Tools for Measuring Representation and Reflectiveness

Attached are tools to help EMAs/TGAs meet legislative requirements for representation and reflectiveness.

Attachment 1: Planning Council Information Sheet gathers information from individual planning council members or nominees to help the planning council decide if its current membership meets representation and reflectiveness standards. A "record number" could be used instead of the name. (Forms completed by current members can be tallied on Attachments 2 and 3.) This form can also be used during membership recruitment to gather information about nominees, including membership categories, affiliations, demographics, and skills and interests. For recruitment, you can tailor the areas of interest and expertise listed to reflect the needs of your planning council.

Attachment 2: Planning Council Representation Membership by Category helps your planning council ensure that its membership includes all the legislatively required categories.

To complete Attachment 2, for each mandated category, enter the number of planning council members by race/ethnicity and gender. Each individual member should be included on this chart only once. In the second TOTAL row at the bottom of the table, enter the number of unaligned persons living with HIV/AIDS by race/ethnicity and gender. The totals at the bottom of Table 3 should add to the total number of planning council members.

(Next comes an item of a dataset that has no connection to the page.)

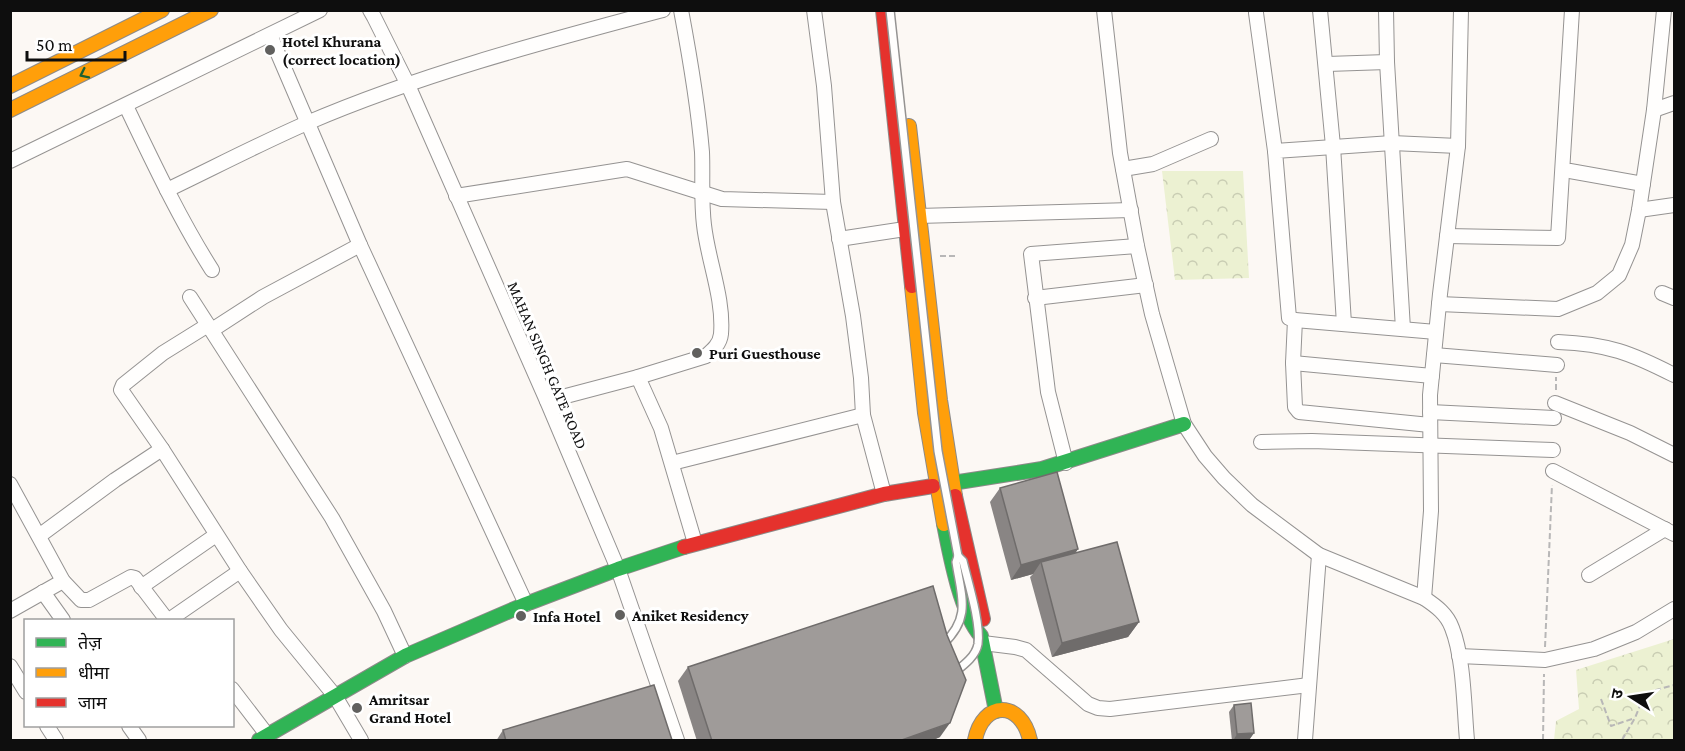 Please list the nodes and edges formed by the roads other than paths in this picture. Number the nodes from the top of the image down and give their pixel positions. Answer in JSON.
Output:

Attachment 3: Determining Reflectiveness of Unaligned PLWHA on the Planning Council helps you determine the reflectiveness of your planning council overall and of the unaligned PLWHA membership. In column 1, enter the demographics of the HIV/AIDS epidemic in your EMA/TGA in terms of race/ethnicity, gender, and age at diagnosis. Then in Column 2, enter data on the composition of the unaligned PLWHA membership. This process will help you understand the extent to which current planning council membership and PLWHA membership are reflective of the epidemic of HIV/AIDS in your EMA/TGA.